Count how many lines of the data below contain the string "edges"; the reply should be that number alone.
....
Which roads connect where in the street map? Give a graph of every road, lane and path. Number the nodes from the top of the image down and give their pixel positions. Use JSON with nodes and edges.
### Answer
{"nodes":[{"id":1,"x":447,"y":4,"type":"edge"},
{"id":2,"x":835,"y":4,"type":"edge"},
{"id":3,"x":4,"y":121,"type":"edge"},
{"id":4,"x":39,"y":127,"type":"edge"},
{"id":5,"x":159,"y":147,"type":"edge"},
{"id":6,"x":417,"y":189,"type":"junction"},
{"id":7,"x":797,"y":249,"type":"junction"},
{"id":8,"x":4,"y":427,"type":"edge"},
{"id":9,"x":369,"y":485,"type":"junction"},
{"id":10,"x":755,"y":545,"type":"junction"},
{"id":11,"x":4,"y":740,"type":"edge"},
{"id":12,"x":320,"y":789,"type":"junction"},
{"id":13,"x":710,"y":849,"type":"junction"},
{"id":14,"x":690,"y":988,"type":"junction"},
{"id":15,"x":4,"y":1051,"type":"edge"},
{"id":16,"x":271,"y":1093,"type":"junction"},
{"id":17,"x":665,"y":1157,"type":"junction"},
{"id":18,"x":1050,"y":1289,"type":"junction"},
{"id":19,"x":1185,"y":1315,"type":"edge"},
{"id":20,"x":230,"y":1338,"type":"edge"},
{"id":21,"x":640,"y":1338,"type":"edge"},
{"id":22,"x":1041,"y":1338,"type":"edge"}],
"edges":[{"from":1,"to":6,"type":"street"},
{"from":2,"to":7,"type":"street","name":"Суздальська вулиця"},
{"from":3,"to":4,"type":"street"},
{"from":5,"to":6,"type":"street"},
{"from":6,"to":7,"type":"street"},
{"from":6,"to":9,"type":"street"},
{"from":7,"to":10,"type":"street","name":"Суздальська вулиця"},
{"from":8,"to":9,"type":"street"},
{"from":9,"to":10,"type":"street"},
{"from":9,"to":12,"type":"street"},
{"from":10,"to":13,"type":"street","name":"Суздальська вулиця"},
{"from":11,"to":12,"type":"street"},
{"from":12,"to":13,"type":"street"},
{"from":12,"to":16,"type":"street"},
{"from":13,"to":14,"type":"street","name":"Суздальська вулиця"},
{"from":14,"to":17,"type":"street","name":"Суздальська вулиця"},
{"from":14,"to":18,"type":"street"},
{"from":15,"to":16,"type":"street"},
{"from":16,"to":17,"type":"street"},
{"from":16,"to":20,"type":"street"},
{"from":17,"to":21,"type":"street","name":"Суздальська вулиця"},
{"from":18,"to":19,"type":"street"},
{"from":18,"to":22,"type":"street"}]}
....
**Solved problem:** 2